As we know, $c_p$ is defined as: $$c_p = \left(\frac{\partial h}{\partial T} \right)_p \tag1$$ We also have seen that: $$T\ ds = dh - v\ dp \tag2$$ Therefore: $$c_p = T \left({\partial s \over \partial T} \right)_p \tag3$$

I've spent hours trying to figure out how to get to $(3)$. I really want to do this as rigorously as a graduated mechanical engineer can.

So far I have two "approaches," one that is fine for most of my friends but is very informal and another that is more correct, but leads me nowhere.

In case it's needed, let me give some background on the thermodynamic variables:

  • for curiosity's sake, $c_p$ means specific heat in a constant pressure process;
  • $p, v, T, u, h, s$ are properties, of which any one can be seen as a function of any other two;
  • the notation $\left({\partial a \over \partial b}\right)_c$ means that, in that derivative, $a = a(b,c)$, so its purpose is to make it clear that the variable held constant is $c$.

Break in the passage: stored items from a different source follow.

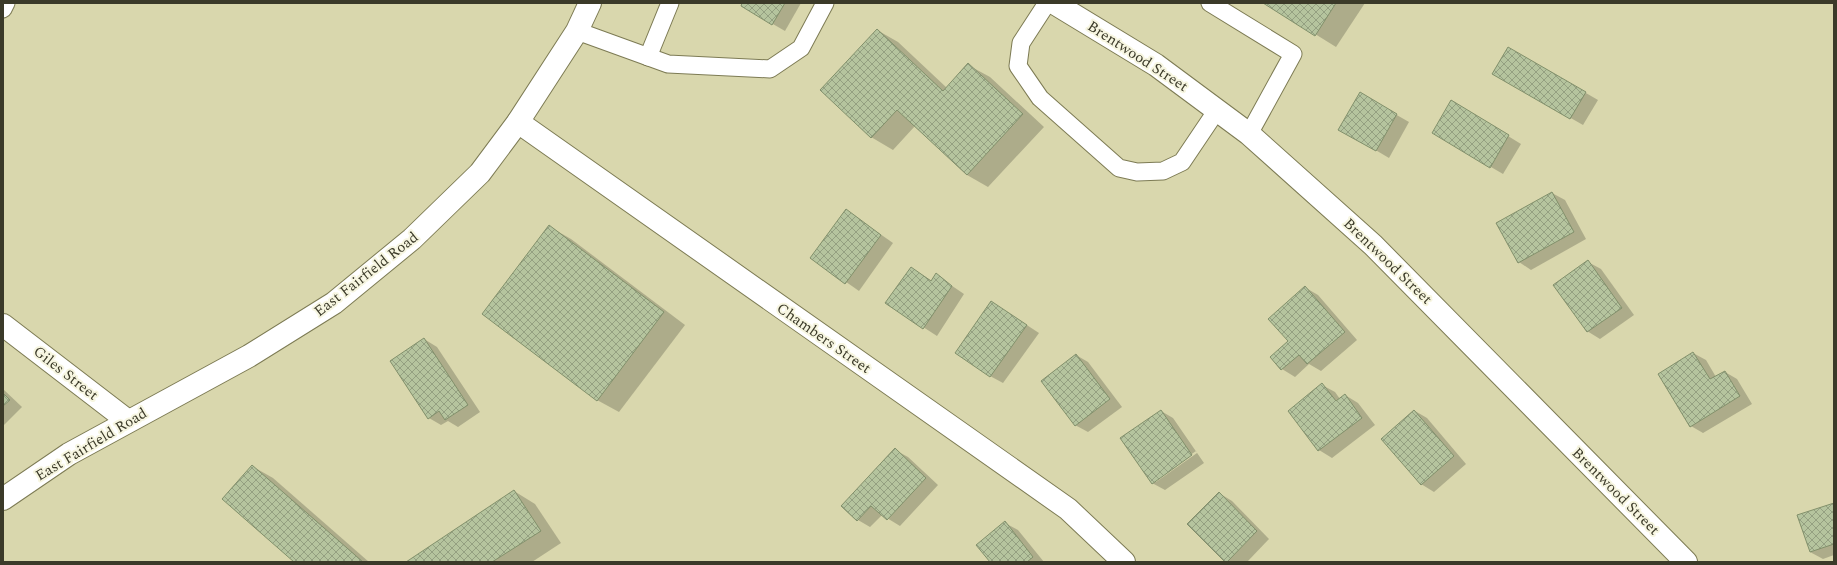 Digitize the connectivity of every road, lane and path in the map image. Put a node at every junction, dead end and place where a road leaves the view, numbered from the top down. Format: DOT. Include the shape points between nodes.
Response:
graph roads {
  1 [pos="6,3"];
  2 [pos="590,3"];
  3 [pos="670,3"];
  4 [pos="825,3"];
  5 [pos="1047,3"];
  6 [pos="1054,3"];
  7 [pos="1210,3"];
  8 [pos="3,9"];
  9 [pos="577,31"];
  10 [pos="648,57"];
  11 [pos="1217,110"];
  12 [pos="518,122"];
  13 [pos="1249,134"];
  14 [pos="3,325"];
  15 [pos="128,422"];
  16 [pos="3,499"];
  17 [pos="1124,562"];
  18 [pos="1686,562"];
  1 -- 8 [label="lane"];
  2 -- 9 [label="main road, East Fairfield Road"];
  3 -- 10 [label="lane"];
  4 -- 10 [label="lane" via="800,48 770,69 668,64"];
  5 -- 11 [label="lane" via="1021,43 1018,66 1040,98 1119,168 1137,172 1163,172 1182,162"];
  6 -- 11 [label="main road, Brentwood Street" via="1156,65"];
  7 -- 13 [label="lane" via="1292,54"];
  9 -- 10 [label="lane"];
  9 -- 12 [label="main road, East Fairfield Road"];
  11 -- 13 [label="main road, Brentwood Street"];
  12 -- 15 [label="main road, East Fairfield Road" via="475,178 412,240 334,302 249,356"];
  12 -- 17 [label="main road, Chambers Street" via="1068,509"];
  13 -- 18 [label="main road, Brentwood Street" via="1373,245"];
  14 -- 15 [label="main road, Giles Street"];
  15 -- 16 [label="main road, East Fairfield Road" via="69,454"];
}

Approach 1: simple but "wrong"

From $(2)$, we have: $$dh = T\ ds + v\ dp \tag4$$

We plug that directly into $\partial h$ of $(1)$ to obtain: $$c_p = \left({T\ \partial s + v\ \partial p \over \partial T} \right)_p \tag5$$

Since $p$ is held constant, $\partial p = 0$, so $(3)$ emerges.

My problems with this:

  1. Making $\partial h = dh$ and plugging it in $(1)$ looks awful to me. I've never seen a "partial differential" outside of a partial derivative (e.g. $\partial h$ by itself). We usually take that liberty with "total differentials," but I've never seen that done with partials.
  2. $\partial p$ can't even exist inside the derivative of $(5)$, since it would mean $p = p(T, p)$, which... does it make any sense?! Anyway, it can be argued that the partial derivative would indeed be zero, but it sucks.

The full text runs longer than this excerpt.